◆ Required work
Go through the material and return every line that contains the string "Grecia".

◆ Dataset
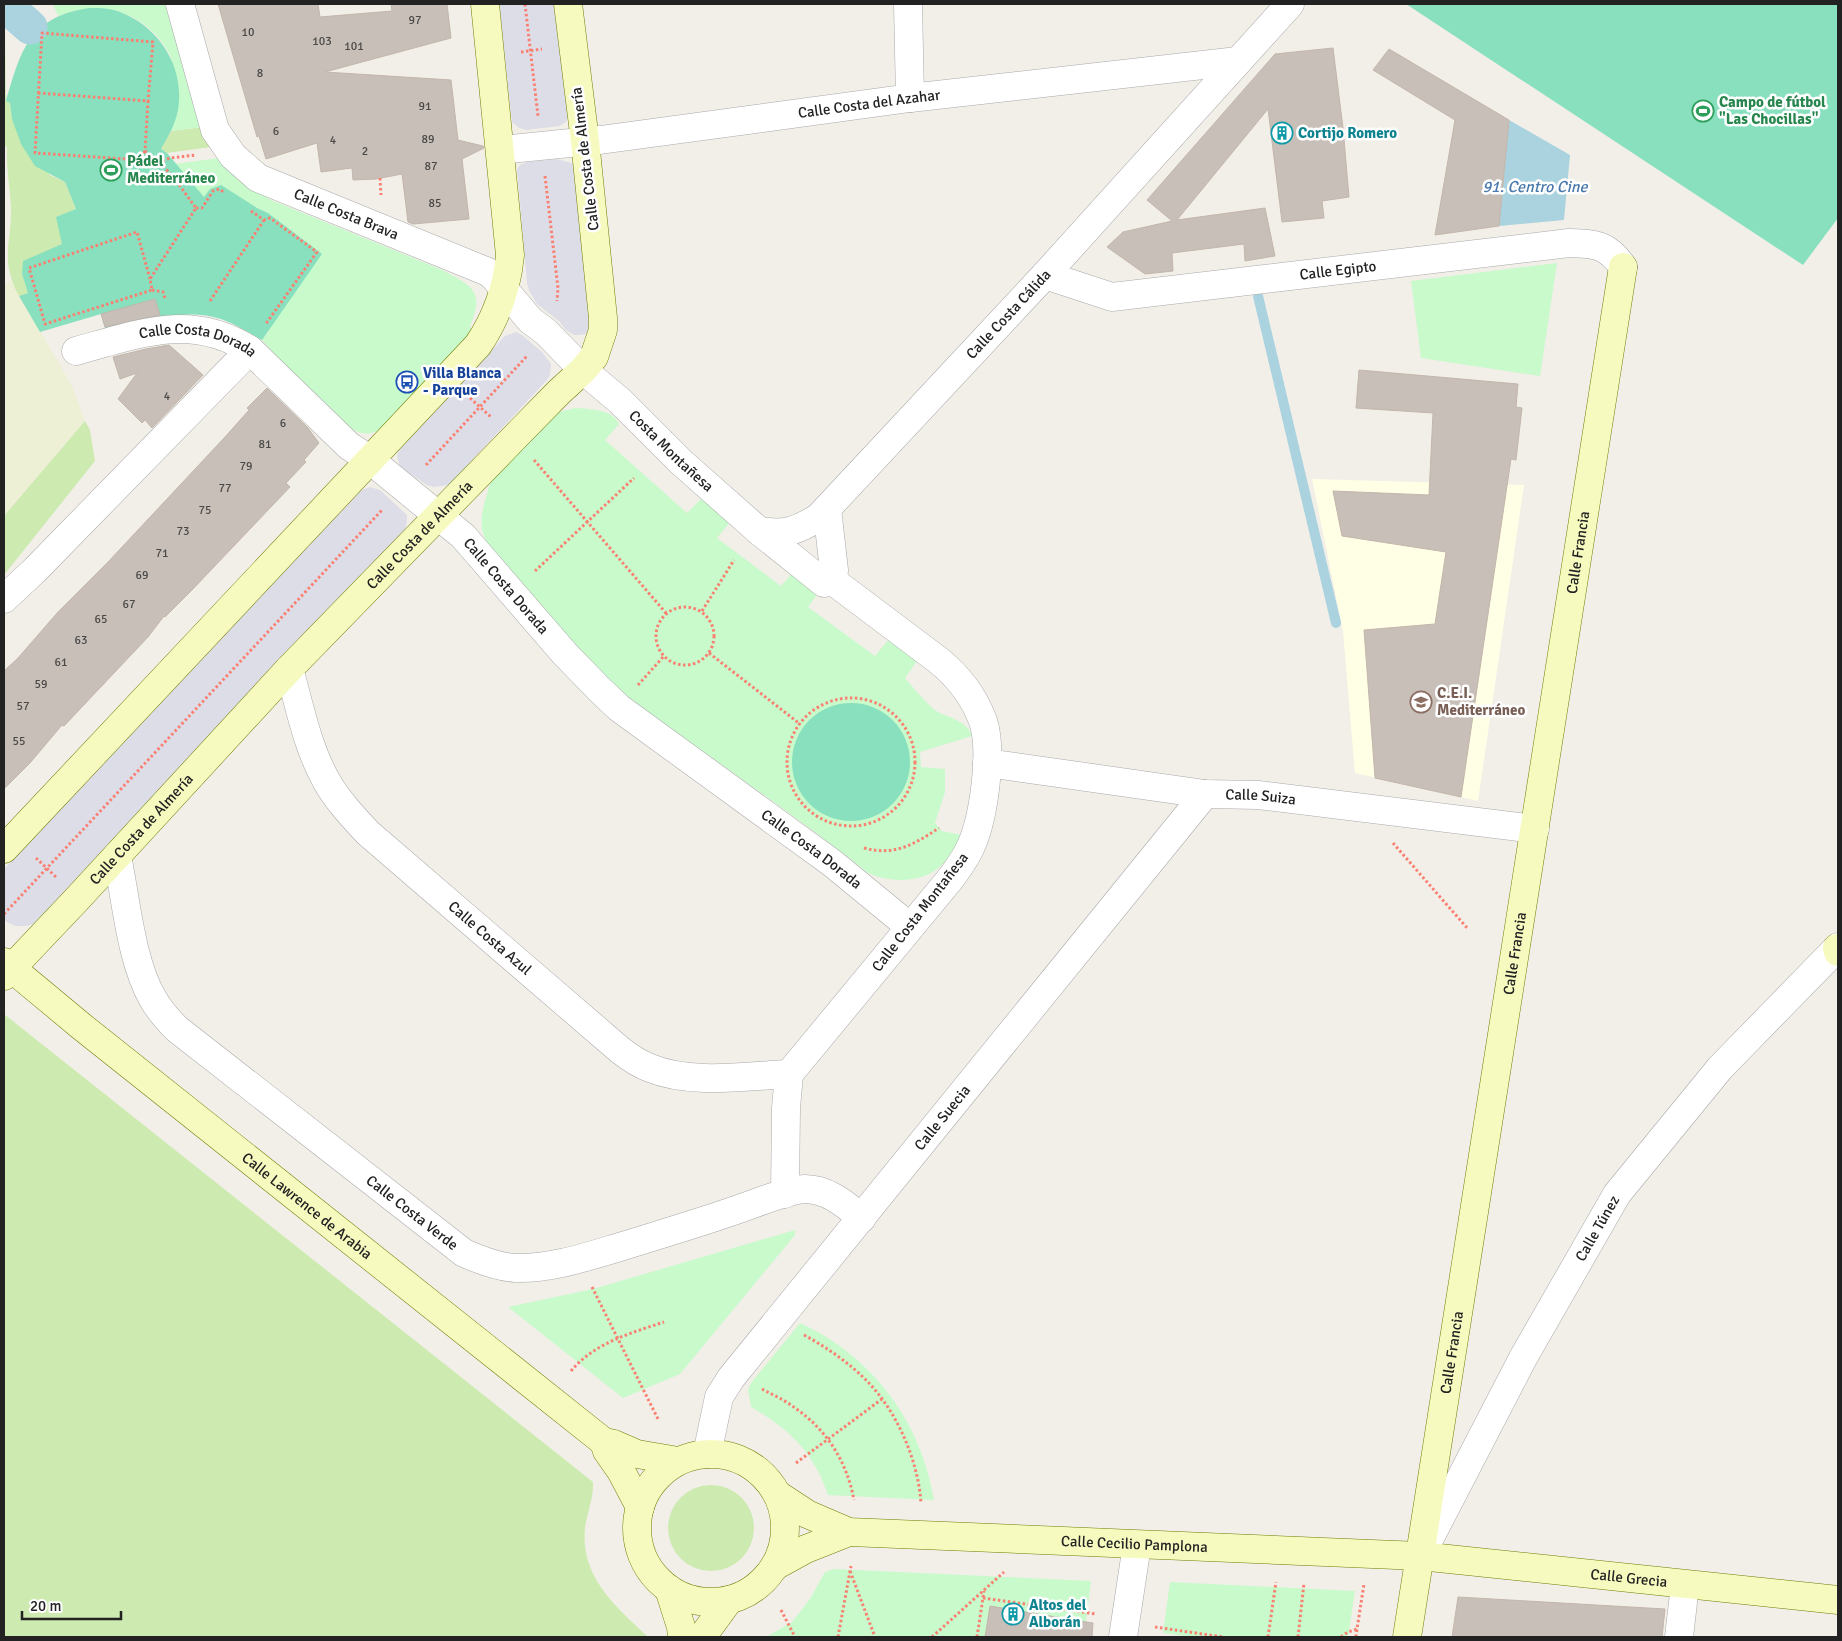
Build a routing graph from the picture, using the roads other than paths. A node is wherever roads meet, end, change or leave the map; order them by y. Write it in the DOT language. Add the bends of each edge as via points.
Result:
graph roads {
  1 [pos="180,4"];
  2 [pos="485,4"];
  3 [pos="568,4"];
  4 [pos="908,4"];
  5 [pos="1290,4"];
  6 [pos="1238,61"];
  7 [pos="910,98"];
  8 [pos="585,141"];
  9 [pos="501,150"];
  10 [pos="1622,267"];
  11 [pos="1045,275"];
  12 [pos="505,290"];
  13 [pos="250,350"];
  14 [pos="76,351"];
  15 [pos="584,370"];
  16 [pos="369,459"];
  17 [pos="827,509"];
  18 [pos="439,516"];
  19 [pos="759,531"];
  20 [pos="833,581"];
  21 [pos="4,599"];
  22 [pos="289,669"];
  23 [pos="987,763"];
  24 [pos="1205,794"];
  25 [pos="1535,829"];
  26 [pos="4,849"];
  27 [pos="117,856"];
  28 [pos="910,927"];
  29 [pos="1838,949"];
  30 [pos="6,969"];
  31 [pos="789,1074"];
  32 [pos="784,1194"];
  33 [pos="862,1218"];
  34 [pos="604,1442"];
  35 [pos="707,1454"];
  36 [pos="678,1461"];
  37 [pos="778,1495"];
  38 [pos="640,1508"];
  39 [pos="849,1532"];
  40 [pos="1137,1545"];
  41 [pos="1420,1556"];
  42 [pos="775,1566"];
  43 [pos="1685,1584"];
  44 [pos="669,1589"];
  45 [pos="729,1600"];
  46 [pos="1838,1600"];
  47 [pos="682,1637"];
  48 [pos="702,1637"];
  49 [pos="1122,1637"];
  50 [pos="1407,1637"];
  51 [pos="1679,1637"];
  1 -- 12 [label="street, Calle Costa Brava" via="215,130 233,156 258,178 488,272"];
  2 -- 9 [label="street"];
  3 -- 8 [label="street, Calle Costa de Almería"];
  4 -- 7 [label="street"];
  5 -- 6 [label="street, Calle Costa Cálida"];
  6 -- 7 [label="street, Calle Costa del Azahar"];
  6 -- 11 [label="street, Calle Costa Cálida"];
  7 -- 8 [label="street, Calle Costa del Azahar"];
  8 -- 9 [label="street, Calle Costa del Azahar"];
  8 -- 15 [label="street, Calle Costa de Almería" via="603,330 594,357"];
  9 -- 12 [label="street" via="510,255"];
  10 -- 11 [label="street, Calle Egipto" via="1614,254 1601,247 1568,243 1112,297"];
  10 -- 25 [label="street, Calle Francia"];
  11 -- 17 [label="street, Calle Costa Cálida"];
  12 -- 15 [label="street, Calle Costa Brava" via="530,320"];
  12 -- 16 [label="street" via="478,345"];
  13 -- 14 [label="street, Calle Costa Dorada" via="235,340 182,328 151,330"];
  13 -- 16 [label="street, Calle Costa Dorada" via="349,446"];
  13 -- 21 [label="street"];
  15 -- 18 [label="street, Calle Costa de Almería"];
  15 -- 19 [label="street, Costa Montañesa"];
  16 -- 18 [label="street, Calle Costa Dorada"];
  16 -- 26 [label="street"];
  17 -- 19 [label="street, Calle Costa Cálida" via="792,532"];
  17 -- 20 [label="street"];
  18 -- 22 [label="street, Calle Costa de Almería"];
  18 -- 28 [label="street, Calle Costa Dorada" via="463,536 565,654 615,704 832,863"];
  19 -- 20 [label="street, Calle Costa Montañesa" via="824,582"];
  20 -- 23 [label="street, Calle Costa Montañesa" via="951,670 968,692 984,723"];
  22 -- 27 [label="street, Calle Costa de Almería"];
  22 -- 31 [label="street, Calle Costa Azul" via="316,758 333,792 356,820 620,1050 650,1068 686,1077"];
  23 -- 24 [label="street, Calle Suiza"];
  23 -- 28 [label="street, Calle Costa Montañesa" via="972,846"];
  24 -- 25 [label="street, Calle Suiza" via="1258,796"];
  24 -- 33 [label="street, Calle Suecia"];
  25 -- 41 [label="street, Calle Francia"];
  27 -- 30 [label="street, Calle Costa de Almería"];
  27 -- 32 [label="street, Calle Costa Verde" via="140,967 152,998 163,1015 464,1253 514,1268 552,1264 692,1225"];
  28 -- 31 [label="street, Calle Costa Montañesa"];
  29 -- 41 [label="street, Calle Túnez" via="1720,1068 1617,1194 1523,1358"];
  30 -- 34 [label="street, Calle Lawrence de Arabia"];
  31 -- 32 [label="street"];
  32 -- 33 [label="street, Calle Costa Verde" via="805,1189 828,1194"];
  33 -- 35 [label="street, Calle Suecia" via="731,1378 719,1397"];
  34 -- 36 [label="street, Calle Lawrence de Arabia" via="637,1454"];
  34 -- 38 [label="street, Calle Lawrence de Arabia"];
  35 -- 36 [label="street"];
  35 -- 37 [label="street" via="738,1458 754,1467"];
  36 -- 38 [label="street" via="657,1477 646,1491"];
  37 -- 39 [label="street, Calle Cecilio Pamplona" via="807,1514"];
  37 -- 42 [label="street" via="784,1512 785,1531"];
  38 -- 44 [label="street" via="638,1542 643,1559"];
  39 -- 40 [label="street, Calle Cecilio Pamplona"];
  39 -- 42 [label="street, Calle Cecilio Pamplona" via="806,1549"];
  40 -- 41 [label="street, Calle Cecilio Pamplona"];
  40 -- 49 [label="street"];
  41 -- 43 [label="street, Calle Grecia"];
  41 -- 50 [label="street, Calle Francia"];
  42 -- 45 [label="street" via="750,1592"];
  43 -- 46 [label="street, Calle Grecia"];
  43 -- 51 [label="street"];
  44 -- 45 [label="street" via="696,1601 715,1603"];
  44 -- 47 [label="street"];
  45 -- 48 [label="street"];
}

◆ Expected output
  41 -- 43 [label="street, Calle Grecia"];
  43 -- 46 [label="street, Calle Grecia"];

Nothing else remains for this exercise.